Лижет он его, видимо, потому, что, может быть, ему нравится вкус этого цемента (а может быть, он прохладный, а коту жарко). А у Стругацких же множество таких прелестных деталей, ими очень насыщена каждая вещь. Калям нужен отчасти для того, чтобы показать прелесть обычного мира, просто бытового. Вот Малянов выдернулся случайно из этого мира и попал в гении, и попал на ледяной холод — и страшно, и всё мироздание ему противостоит. А тут кот — простое напоминание о том, как мил, как уютен мир. Помните, ему и мальчика посылают затем, чтобы он чувствовал: если он будет продолжать свою работу, мальчика убьют. А ведь мальчик — это так мило, так уютно. Этот мальчик, мне кажется, восходит к мальчику из «Крысолова», такая крыса превратившаяся.
«Несколько раз безуспешно пытался объяснить знакомым женщинам, почему «Одиночество в Сети» относится не к хорошей литературе, а к дешёвой пошлой беллетристике. Согласны ли вы с подобной оценкой?»

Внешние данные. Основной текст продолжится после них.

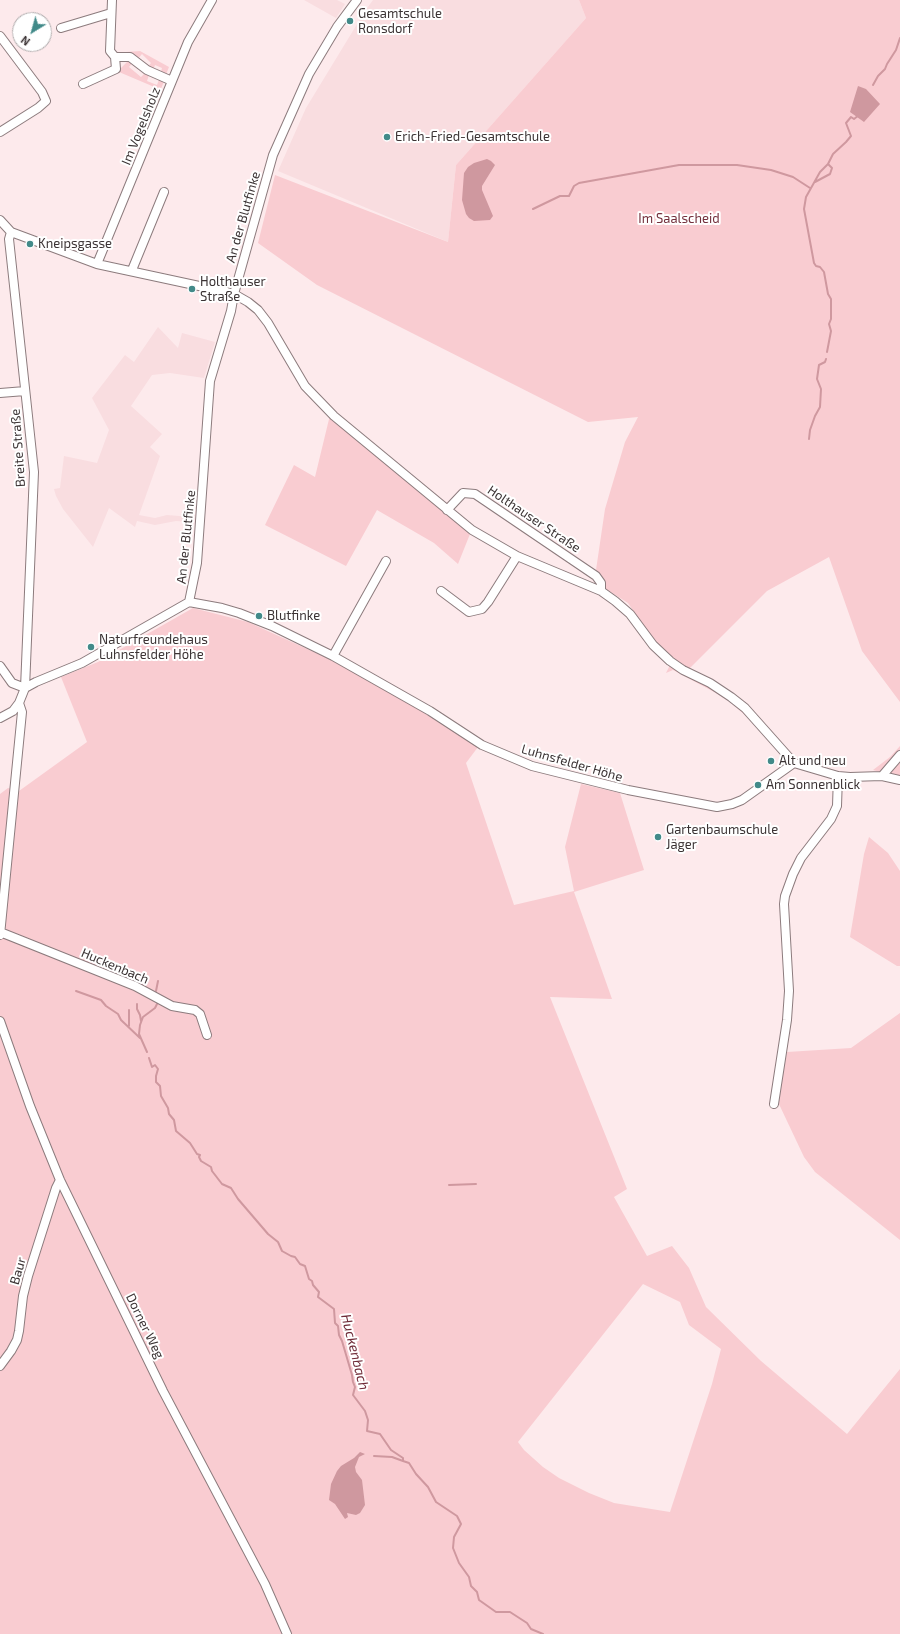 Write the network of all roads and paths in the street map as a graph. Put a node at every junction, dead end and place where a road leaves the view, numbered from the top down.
1 (112, 0) edge
2 (212, 0) edge
3 (357, 0) edge
4 (111, 13) junction
5 (61, 28) dead end
6 (0, 36) edge
7 (114, 57) junction
8 (172, 81) junction
9 (82, 84) dead end
10 (0, 132) edge
11 (164, 192) dead end
12 (0, 220) edge
13 (8, 230) junction
14 (97, 264) junction
15 (132, 270) junction
16 (234, 294) junction
17 (25, 391) junction
18 (0, 393) edge
19 (447, 510) junction
20 (518, 556) junction
21 (386, 561) dead end
22 (441, 591) dead end
23 (600, 591) junction
24 (189, 602) junction
25 (333, 656) junction
26 (0, 666) edge
27 (25, 688) junction
28 (19, 703) junction
29 (0, 718) edge
30 (900, 755) edge
31 (794, 763) junction
32 (838, 776) junction
33 (882, 776) junction
34 (900, 780) edge
35 (0, 933) edge
36 (0, 1021) edge
37 (207, 1035) dead end
38 (774, 1104) dead end
39 (60, 1180) junction
40 (0, 1366) edge
41 (287, 1634) edge

1 - 4 street
2 - 8 street, Im Vogelsholz
3 - 16 street, An der Blutfinke
4 - 5 street
4 - 7 street
6 - 10 street
7 - 8 street
7 - 9 street
8 - 14 street, Im Vogelsholz
11 - 15 street
12 - 13 street
13 - 14 street
13 - 17 street, Breite Straße
14 - 15 street
15 - 16 street
16 - 19 street
16 - 24 street, An der Blutfinke
17 - 18 street
17 - 27 street, Breite Straße
19 - 20 street
19 - 23 street, Holthauser Straße
20 - 22 street
20 - 23 street
21 - 25 street
23 - 31 street
24 - 25 street, Luhnsfelder Höhe
24 - 27 street
25 - 31 street, Luhnsfelder Höhe
26 - 27 street
27 - 28 street, Breite Straße
28 - 29 street
28 - 35 street
30 - 33 street
31 - 32 street
32 - 33 street
32 - 38 street
33 - 34 street
35 - 37 street, Huckenbach
36 - 39 street, Dorner Weg
39 - 40 street, Baur
39 - 41 street, Dorner Weg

У меня был в гостях в эфире Вишневский, произвёл очень приятное впечатление. Это, конечно, не писатель. Он нормальный такой врач, психиатр и социолог отчасти. Ну не знаю, не знаю… Это я просто отвечаю уже на письма, открываю их постепенно. Мне кажется, что никакого собственно криминала нет в том, чтобы писать такие книги. Просто они пишутся не по внутренней потребности, а по рыночному запросу — вот и всё.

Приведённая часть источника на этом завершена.